Note - Natural Language Processing with Python (Chapter2)

import nltk
from nltk.corpus import gutenberg, webtext, nps_chat, brown, reuters, inaugural, udhr

print(nltk.corpus.gutenberg.fileids())

emma = nltk.corpus.gutenberg.words('austen-emma.txt')
print(emma, len(emma))

emma = nltk.Text(gutenberg.words('austen-emma.txt'))
print(emma.concordance('surprize'))

for fileid in gutenberg.fileids():
    num_chars = len(gutenberg.raw(fileid))
    num_words = len(gutenberg.words(fileid))
    num_sents = len(gutenberg.sents(fileid))
    num_vocab = len(set([w.lower() for w in gutenberg.words(fileid)]))
    print(num_chars/num_words, num_words/num_sents, num_words/num_vocab, fileid)

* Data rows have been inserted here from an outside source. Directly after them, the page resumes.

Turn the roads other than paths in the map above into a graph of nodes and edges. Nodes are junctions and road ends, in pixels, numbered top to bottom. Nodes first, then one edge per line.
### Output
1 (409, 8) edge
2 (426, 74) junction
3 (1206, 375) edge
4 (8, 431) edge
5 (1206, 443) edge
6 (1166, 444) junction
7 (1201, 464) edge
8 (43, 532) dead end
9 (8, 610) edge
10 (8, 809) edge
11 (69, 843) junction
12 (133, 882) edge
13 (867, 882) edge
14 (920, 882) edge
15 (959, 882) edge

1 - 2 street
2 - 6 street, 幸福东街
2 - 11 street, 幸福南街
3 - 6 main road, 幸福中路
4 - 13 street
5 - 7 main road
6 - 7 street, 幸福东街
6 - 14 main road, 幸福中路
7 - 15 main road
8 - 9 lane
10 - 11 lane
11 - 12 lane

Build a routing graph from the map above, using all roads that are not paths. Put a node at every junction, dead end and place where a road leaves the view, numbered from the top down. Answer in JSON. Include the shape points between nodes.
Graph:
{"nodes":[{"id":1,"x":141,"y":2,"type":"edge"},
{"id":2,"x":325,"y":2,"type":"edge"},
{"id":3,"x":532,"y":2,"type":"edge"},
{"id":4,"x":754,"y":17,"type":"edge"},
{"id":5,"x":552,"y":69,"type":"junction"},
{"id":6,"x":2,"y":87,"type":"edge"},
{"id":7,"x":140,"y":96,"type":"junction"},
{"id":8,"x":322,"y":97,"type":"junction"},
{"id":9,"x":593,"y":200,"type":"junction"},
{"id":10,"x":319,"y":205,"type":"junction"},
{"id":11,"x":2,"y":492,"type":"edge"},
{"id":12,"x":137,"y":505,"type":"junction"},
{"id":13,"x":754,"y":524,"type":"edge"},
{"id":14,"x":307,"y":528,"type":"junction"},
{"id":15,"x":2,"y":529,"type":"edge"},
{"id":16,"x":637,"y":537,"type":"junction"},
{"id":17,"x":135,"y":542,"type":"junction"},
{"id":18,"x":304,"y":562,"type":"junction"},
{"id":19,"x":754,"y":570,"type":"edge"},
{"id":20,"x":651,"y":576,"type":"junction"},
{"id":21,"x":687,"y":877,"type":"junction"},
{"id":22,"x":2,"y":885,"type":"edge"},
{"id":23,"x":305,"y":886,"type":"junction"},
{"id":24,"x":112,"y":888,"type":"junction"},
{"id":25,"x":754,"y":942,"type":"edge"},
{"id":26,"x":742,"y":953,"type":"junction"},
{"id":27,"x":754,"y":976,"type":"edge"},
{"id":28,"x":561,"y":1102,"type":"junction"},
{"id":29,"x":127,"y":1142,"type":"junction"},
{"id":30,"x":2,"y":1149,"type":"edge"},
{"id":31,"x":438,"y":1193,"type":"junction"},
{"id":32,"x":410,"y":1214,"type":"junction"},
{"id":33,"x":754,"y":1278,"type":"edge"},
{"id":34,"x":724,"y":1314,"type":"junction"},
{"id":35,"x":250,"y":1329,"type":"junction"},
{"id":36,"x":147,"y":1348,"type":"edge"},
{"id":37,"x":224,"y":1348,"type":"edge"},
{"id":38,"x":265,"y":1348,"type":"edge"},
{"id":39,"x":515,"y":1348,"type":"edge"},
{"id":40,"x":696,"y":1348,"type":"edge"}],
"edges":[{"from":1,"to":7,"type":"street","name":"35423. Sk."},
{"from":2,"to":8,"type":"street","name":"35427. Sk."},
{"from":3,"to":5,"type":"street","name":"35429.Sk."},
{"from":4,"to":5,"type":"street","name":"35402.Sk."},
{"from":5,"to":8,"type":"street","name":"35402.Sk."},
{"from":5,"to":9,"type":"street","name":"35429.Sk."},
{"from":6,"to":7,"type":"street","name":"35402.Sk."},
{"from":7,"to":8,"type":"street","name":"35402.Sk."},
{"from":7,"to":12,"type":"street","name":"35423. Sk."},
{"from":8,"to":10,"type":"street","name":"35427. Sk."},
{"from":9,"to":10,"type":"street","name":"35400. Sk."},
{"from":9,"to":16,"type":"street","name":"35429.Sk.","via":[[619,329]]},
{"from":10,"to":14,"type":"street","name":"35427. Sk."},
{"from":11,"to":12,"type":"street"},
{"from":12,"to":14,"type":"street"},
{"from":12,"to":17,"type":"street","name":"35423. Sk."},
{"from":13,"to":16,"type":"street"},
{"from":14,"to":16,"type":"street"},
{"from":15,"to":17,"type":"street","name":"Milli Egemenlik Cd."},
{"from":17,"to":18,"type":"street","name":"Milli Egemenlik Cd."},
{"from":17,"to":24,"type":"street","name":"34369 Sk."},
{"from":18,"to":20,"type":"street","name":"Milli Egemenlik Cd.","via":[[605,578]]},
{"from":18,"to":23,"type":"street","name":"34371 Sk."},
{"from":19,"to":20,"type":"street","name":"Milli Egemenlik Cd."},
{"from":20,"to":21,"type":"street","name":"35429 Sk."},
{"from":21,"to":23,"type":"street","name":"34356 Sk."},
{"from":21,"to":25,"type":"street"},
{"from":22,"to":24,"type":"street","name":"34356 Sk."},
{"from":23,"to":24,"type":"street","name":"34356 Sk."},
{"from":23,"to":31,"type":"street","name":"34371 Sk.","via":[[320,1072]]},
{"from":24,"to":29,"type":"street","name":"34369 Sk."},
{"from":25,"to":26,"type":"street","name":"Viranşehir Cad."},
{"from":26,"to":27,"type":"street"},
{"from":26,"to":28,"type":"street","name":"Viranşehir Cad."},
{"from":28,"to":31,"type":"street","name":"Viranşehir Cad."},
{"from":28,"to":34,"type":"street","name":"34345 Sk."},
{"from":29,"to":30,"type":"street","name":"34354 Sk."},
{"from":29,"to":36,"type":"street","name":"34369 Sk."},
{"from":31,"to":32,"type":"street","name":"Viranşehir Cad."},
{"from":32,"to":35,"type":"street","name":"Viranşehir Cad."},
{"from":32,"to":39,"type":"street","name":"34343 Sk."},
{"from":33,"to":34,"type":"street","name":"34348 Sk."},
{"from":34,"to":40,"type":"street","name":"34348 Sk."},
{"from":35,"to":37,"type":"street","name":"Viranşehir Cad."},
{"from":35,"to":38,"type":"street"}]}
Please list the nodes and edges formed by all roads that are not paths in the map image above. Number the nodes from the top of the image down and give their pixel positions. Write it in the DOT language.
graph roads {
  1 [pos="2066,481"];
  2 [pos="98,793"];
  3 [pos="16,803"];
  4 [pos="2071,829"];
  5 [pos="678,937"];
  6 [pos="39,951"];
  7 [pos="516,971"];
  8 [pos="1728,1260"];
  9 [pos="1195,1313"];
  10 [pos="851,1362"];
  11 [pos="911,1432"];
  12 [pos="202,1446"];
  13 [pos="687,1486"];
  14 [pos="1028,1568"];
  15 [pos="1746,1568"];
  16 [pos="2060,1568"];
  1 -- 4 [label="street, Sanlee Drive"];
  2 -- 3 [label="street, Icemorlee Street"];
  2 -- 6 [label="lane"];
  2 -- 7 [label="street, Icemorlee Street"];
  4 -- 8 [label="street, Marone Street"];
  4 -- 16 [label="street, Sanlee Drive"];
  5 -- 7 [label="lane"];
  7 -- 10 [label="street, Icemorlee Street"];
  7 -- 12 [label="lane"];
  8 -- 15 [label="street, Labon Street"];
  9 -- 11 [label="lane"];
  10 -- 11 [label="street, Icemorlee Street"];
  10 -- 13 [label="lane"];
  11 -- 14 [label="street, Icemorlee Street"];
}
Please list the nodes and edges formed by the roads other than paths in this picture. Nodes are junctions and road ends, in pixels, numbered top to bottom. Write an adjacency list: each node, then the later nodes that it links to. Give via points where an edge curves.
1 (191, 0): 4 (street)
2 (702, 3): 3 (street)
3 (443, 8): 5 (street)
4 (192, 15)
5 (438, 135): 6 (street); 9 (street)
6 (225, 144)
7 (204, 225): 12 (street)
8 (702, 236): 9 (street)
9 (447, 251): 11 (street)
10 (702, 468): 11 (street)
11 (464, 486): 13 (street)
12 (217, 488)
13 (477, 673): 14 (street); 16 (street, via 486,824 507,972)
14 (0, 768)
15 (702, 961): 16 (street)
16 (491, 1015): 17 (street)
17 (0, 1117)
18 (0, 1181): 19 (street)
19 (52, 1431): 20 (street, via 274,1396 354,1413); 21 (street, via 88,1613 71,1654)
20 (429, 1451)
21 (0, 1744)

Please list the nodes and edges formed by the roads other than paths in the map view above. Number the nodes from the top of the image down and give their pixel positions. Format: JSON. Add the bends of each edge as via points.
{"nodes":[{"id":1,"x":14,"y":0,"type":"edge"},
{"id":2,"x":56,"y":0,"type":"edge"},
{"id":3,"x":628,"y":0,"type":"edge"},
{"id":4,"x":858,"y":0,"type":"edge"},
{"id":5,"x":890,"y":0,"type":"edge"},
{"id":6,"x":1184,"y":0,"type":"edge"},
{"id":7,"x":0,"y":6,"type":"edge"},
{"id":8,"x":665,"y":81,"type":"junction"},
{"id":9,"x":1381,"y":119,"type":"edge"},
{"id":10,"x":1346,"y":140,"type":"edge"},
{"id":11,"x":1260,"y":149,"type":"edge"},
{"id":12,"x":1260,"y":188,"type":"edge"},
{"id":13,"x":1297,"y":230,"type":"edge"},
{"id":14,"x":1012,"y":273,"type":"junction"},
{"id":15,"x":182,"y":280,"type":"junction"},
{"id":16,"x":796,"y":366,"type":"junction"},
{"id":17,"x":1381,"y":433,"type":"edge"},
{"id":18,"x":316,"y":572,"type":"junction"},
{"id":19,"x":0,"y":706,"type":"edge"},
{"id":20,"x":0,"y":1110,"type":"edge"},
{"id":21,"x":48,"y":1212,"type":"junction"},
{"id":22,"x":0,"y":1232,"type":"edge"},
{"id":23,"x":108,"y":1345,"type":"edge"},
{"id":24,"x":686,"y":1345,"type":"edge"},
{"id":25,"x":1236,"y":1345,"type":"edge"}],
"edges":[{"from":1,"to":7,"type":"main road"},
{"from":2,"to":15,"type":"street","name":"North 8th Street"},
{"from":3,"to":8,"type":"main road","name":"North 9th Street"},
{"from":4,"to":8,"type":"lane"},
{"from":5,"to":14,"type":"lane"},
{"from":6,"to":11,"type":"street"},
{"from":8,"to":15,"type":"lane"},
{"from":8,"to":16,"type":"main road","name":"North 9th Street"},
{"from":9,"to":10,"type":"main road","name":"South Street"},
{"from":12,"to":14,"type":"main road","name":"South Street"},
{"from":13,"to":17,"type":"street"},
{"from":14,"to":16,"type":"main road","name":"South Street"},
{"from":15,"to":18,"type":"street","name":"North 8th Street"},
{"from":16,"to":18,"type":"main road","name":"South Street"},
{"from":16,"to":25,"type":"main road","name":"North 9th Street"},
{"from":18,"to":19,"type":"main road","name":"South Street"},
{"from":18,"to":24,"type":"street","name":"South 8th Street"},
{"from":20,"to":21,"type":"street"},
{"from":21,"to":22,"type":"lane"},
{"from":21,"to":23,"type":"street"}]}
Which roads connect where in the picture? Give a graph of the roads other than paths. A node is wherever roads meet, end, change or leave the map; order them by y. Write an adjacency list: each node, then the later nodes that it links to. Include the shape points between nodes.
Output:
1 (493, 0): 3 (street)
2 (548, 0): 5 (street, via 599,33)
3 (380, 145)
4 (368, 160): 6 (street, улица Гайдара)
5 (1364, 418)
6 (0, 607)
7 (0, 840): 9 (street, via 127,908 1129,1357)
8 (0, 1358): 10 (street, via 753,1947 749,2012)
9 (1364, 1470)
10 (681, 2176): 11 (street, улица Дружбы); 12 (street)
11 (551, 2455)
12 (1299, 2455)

print(gutenberg.raw('austen-emma.txt'))
print(gutenberg.words('austen-emma.txt'))
print(gutenberg.sents('austen-emma.txt'))

for fileid in webtext.fileids():
    num_chars = len(webtext.raw(fileid))
    num_words = len(webtext.words(fileid))
    num_sents = len(webtext.sents(fileid))
    num_vocab = len(set([w.lower() for w in webtext.words(fileid)]))
    print(num_chars/num_words, num_words/num_sents, num_words/num_vocab, fileid)

print(webtext.raw('singles.txt'))
print(webtext.words('singles.txt'))
print(webtext.sents('singles.txt'))

chatroom = nps_chat.posts('10-19-20s_706posts.xml')
print(chatroom[123])

print(brown.categories())
print(brown.raw(fileids=['cg22']))
print(brown.words(categories='news'))
print(brown.words(fileids=['cg22']))
print(brown.sents(fileids=['cg22']))

news_text = brown.words(categories='news')
fdist = nltk.FreqDist([w.lower() for w in news_text])
modals = ['might', 'may', 'could', 'can', 'must', 'will']
for m in modals:
    print(m, ': ', fdist[m])

humor_text = brown.words(categories='humor')
fdist = nltk.FreqDist([w.lower() for w in humor_text])
lst = set(w.lower() for w in humor_text if w.startswith('wh'))
print(lst)
for wh in lst:
    print(wh, ': ', fdist[wh])

cfc = nltk.ConditionalFreqDist(
    (genre, word)
    for genre in brown.categories()
    for word in brown.words(categories=genre)
)
genres = ['fiction', 'government', 'hobbies', 'humor', 'lore', 'mystery', 'news', 'religion', 'reviews', 'romance', 'science_fiction']
modals = ['might', 'may', 'could', 'can', 'must', 'will']
print(cfc.tabulate(conditions=genres, samples=modals))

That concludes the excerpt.